Colombian peasants offer model of hope to world’s poor

University of New Brunswick student wins $10,000 fellowship to study farmers’ solutions to social problems

(Ottawa, August 16, 2005) ― The Social Sciences and Humanities Research Council of Canada (SSHRC) announced today that University of New Brunswick PhD student James J. Brittain has received the Aileen D. Ross Fellowship—a $10,000 award given each year to an outstanding scholar doing research related to poverty.

Raised in the small town of Renforth, New Brunswick, Brittain’s research takes him far from home and to one of the most dangerous countries in the world.
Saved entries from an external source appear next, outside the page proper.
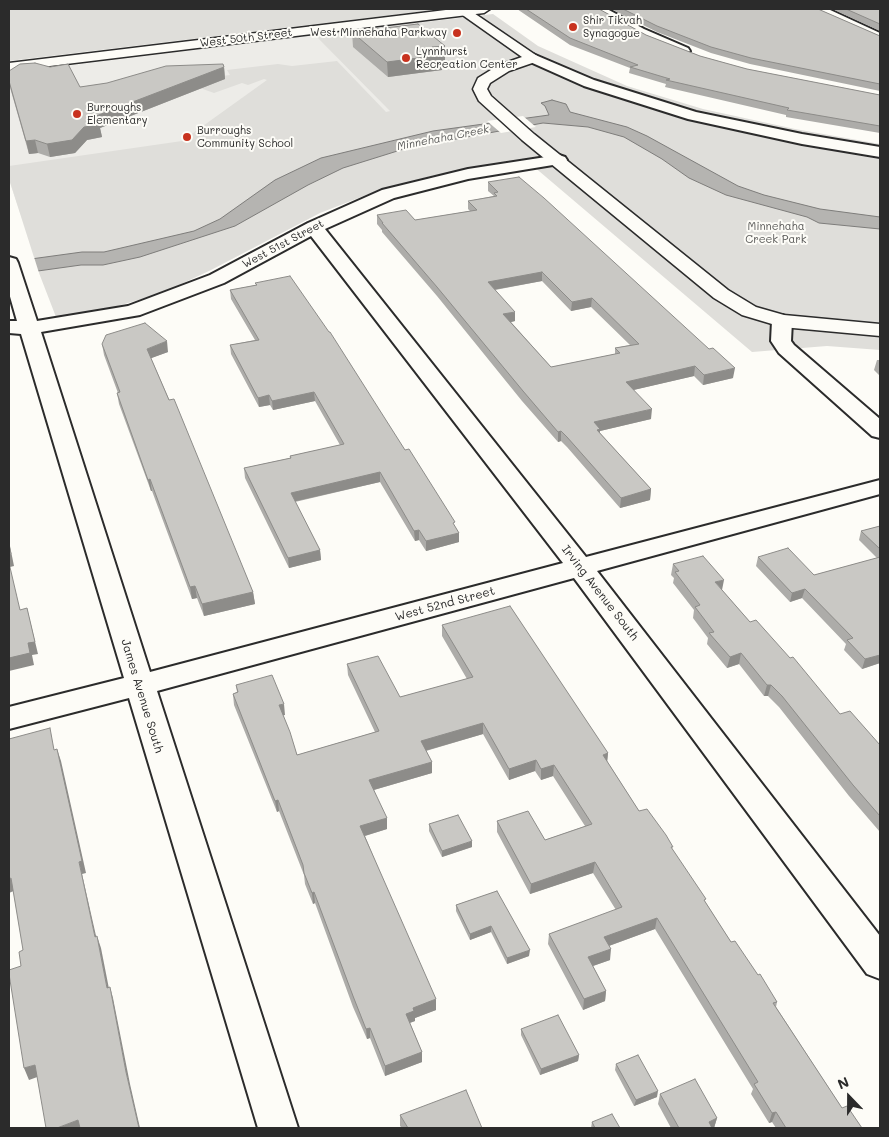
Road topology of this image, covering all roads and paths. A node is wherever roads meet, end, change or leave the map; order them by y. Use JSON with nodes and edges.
{"nodes":[{"id":1,"x":484,"y":9,"type":"edge"},
{"id":2,"x":598,"y":9,"type":"edge"},
{"id":3,"x":819,"y":9,"type":"edge"},
{"id":4,"x":462,"y":10,"type":"edge"},
{"id":5,"x":880,"y":38,"type":"edge"},
{"id":6,"x":696,"y":55,"type":"edge"},
{"id":7,"x":532,"y":58,"type":"junction"},
{"id":8,"x":9,"y":66,"type":"edge"},
{"id":9,"x":880,"y":152,"type":"edge"},
{"id":10,"x":559,"y":160,"type":"junction"},
{"id":11,"x":314,"y":227,"type":"junction"},
{"id":12,"x":11,"y":270,"type":"edge"},
{"id":13,"x":782,"y":321,"type":"junction"},
{"id":14,"x":19,"y":327,"type":"edge"},
{"id":15,"x":880,"y":330,"type":"edge"},
{"id":16,"x":880,"y":431,"type":"edge"},
{"id":17,"x":880,"y":487,"type":"edge"},
{"id":18,"x":580,"y":568,"type":"junction"},
{"id":19,"x":140,"y":685,"type":"junction"},
{"id":20,"x":9,"y":718,"type":"edge"},
{"id":21,"x":880,"y":963,"type":"edge"},
{"id":22,"x":278,"y":1128,"type":"edge"}],
"edges":[{"from":1,"to":4,"type":"street","name":"West 50th Street"},
{"from":2,"to":6,"type":"street"},
{"from":3,"to":5,"type":"street"},
{"from":4,"to":7,"type":"street"},
{"from":4,"to":8,"type":"street","name":"West 50th Street"},
{"from":7,"to":9,"type":"street"},
{"from":7,"to":10,"type":"street"},
{"from":10,"to":11,"type":"street","name":"West 51st Street"},
{"from":10,"to":13,"type":"street"},
{"from":11,"to":14,"type":"street","name":"West 51st Street"},
{"from":11,"to":18,"type":"street","name":"Irving Avenue South"},
{"from":12,"to":14,"type":"street","name":"James Avenue South"},
{"from":13,"to":15,"type":"street"},
{"from":13,"to":16,"type":"street"},
{"from":14,"to":19,"type":"street","name":"James Avenue South"},
{"from":17,"to":18,"type":"street","name":"West 52nd Street"},
{"from":18,"to":19,"type":"street","name":"West 52nd Street"},
{"from":18,"to":21,"type":"street","name":"Irving Avenue South"},
{"from":19,"to":20,"type":"street","name":"West 52nd Street"},
{"from":19,"to":22,"type":"street","name":"James Avenue South"}]}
Several times a year, Brittain visits rural peasant villages in southern Colombia to study how they are creating positive changes in their communities despite the violence, poverty and human rights abuses that have resulted from four decades of civil war and a US-led war on drugs.
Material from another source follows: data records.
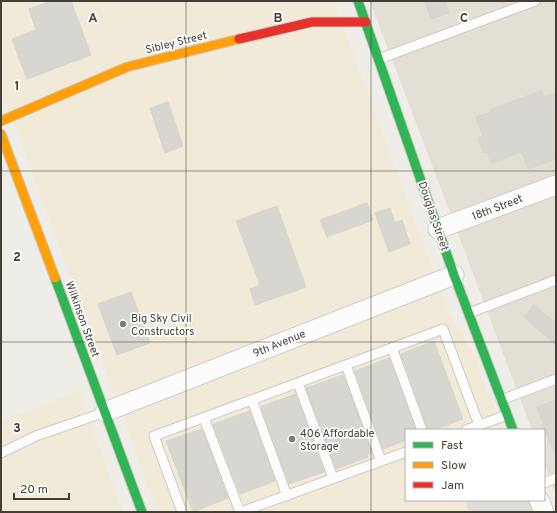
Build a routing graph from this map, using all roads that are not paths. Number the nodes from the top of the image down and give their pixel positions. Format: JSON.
{"nodes":[{"id":1,"x":358,"y":1,"type":"edge"},
{"id":2,"x":535,"y":1,"type":"edge"},
{"id":3,"x":366,"y":22,"type":"junction"},
{"id":4,"x":379,"y":59,"type":"junction"},
{"id":5,"x":1,"y":121,"type":"edge"},
{"id":6,"x":1,"y":134,"type":"edge"},
{"id":7,"x":556,"y":185,"type":"edge"},
{"id":8,"x":438,"y":229,"type":"junction"},
{"id":9,"x":454,"y":274,"type":"junction"},
{"id":10,"x":556,"y":280,"type":"edge"},
{"id":11,"x":469,"y":313,"type":"junction"},
{"id":12,"x":392,"y":348,"type":"junction"},
{"id":13,"x":346,"y":366,"type":"junction"},
{"id":14,"x":556,"y":379,"type":"edge"},
{"id":15,"x":298,"y":383,"type":"junction"},
{"id":16,"x":252,"y":400,"type":"junction"},
{"id":17,"x":502,"y":400,"type":"junction"},
{"id":18,"x":105,"y":412,"type":"junction"},
{"id":19,"x":507,"y":415,"type":"junction"},
{"id":20,"x":204,"y":418,"type":"junction"},
{"id":21,"x":479,"y":425,"type":"junction"},
{"id":22,"x":422,"y":429,"type":"edge"},
{"id":23,"x":469,"y":429,"type":"edge"},
{"id":24,"x":513,"y":429,"type":"edge"},
{"id":25,"x":405,"y":452,"type":"edge"},
{"id":26,"x":1,"y":453,"type":"edge"},
{"id":27,"x":381,"y":461,"type":"junction"},
{"id":28,"x":333,"y":478,"type":"junction"},
{"id":29,"x":556,"y":478,"type":"edge"},
{"id":30,"x":545,"y":483,"type":"edge"},
{"id":31,"x":287,"y":496,"type":"junction"},
{"id":32,"x":540,"y":501,"type":"edge"},
{"id":33,"x":142,"y":512,"type":"edge"},
{"id":34,"x":182,"y":512,"type":"edge"},
{"id":35,"x":240,"y":512,"type":"edge"},
{"id":36,"x":544,"y":512,"type":"edge"}],
"edges":[{"from":1,"to":3,"type":"street","name":"Douglas Street"},
{"from":2,"to":4,"type":"lane"},
{"from":3,"to":4,"type":"street","name":"Douglas Street"},
{"from":3,"to":5,"type":"street","name":"Sibley Street"},
{"from":4,"to":8,"type":"street","name":"Douglas Street"},
{"from":6,"to":18,"type":"street","name":"Wilkinson Street"},
{"from":7,"to":8,"type":"street","name":"18th Street"},
{"from":8,"to":9,"type":"street","name":"Douglas Street"},
{"from":9,"to":11,"type":"street","name":"Douglas Street"},
{"from":9,"to":18,"type":"street","name":"9th Avenue"},
{"from":10,"to":11,"type":"lane"},
{"from":11,"to":17,"type":"street","name":"Douglas Street"},
{"from":12,"to":13,"type":"lane"},
{"from":12,"to":21,"type":"lane"},
{"from":12,"to":22,"type":"lane"},
{"from":13,"to":15,"type":"lane"},
{"from":13,"to":27,"type":"lane"},
{"from":14,"to":17,"type":"lane"},
{"from":15,"to":16,"type":"lane"},
{"from":15,"to":28,"type":"lane"},
{"from":16,"to":20,"type":"lane"},
{"from":16,"to":31,"type":"lane"},
{"from":17,"to":19,"type":"street","name":"Douglas Street"},
{"from":18,"to":26,"type":"lane"},
{"from":18,"to":33,"type":"street","name":"Wilkinson Street"},
{"from":19,"to":21,"type":"lane"},
{"from":19,"to":24,"type":"street","name":"Douglas Street"},
{"from":20,"to":34,"type":"lane"},
{"from":20,"to":35,"type":"lane"},
{"from":21,"to":23,"type":"lane"},
{"from":25,"to":27,"type":"lane"},
{"from":27,"to":28,"type":"lane"},
{"from":28,"to":31,"type":"lane"},
{"from":29,"to":30,"type":"lane"},
{"from":31,"to":35,"type":"lane"},
{"from":32,"to":36,"type":"street"}]}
“Against amazing odds—and without any help from governments inside or outside the country—these people are pulling themselves out of poverty and the drug trade, and creating their own alternative forms of economic development,” explains 27-year old Brittain, the youngest ever to win the prestigious fellowship.
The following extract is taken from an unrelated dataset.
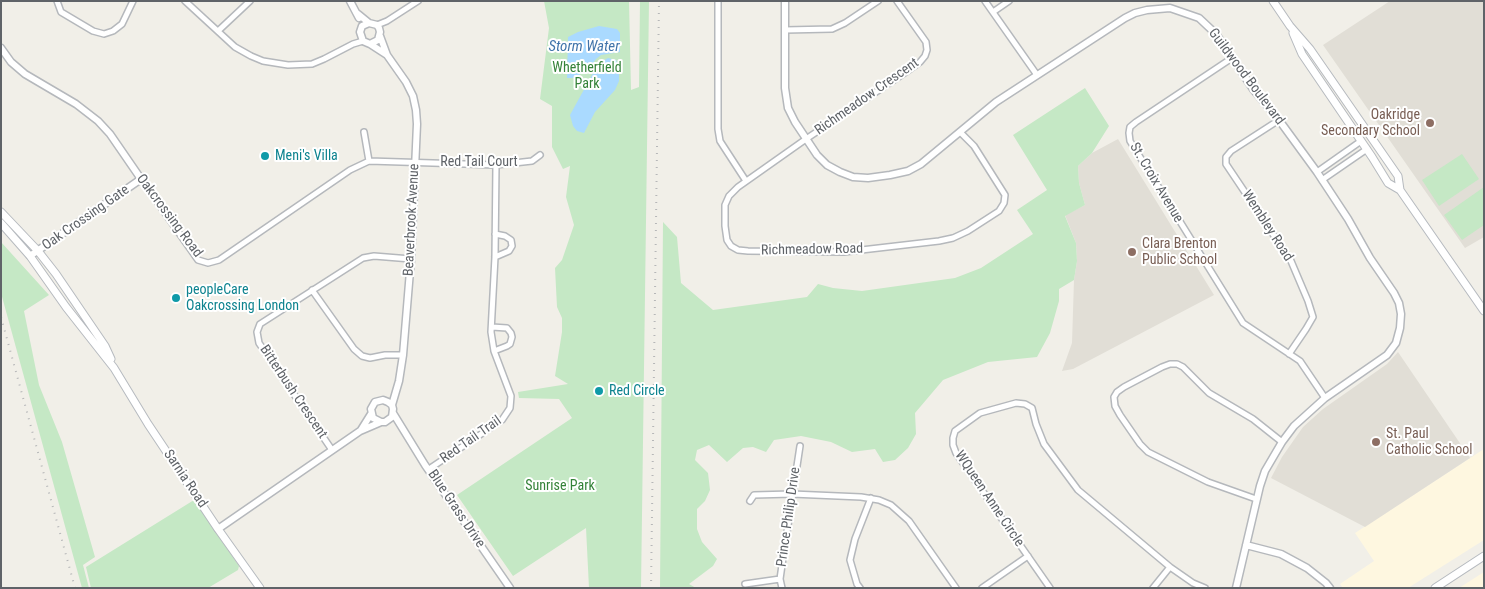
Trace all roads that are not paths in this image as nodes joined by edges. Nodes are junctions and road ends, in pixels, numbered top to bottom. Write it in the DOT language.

For example, peasants in some municipalities are using money from surplus crops to create education centres, which educate local people in organic farming and the importance of protecting indigenous seeds and crops, as well as encouraging farmers to plant alternatives to common cash crops—such as coca and opium poppies—that feed into the illegal drug trade. Education centres also act as cultural and economic hubs for the community, and even lend out money to other, less affluent, municipalities.

“With the world focused on debt relief in Africa and terrorism in Europe and the Middle East, Latin America has almost been forgotten,” says SSHRC president Marc Renaud. “Yet, Mr. Brittain’s work in this tiny corner of the globe is uncovering a home-grown response that may teach the world an important lesson about using community empowerment to deal with extreme poverty.”

And while he may be just beginning his PhD, Brittain’s research is already gaining recognition around the world. Scholars and government leaders from across Latin America are eager to hear him speak this August at the 25th annual conference of the Latin American Sociological Association in Porto Alegre, Brazil .

“If peasants in Colombia can successfully respond to their desperate situation by developing their own economic and education policies and practices,” says Brittain, “then their approach could give hope to impoverished and displaced people around the world.”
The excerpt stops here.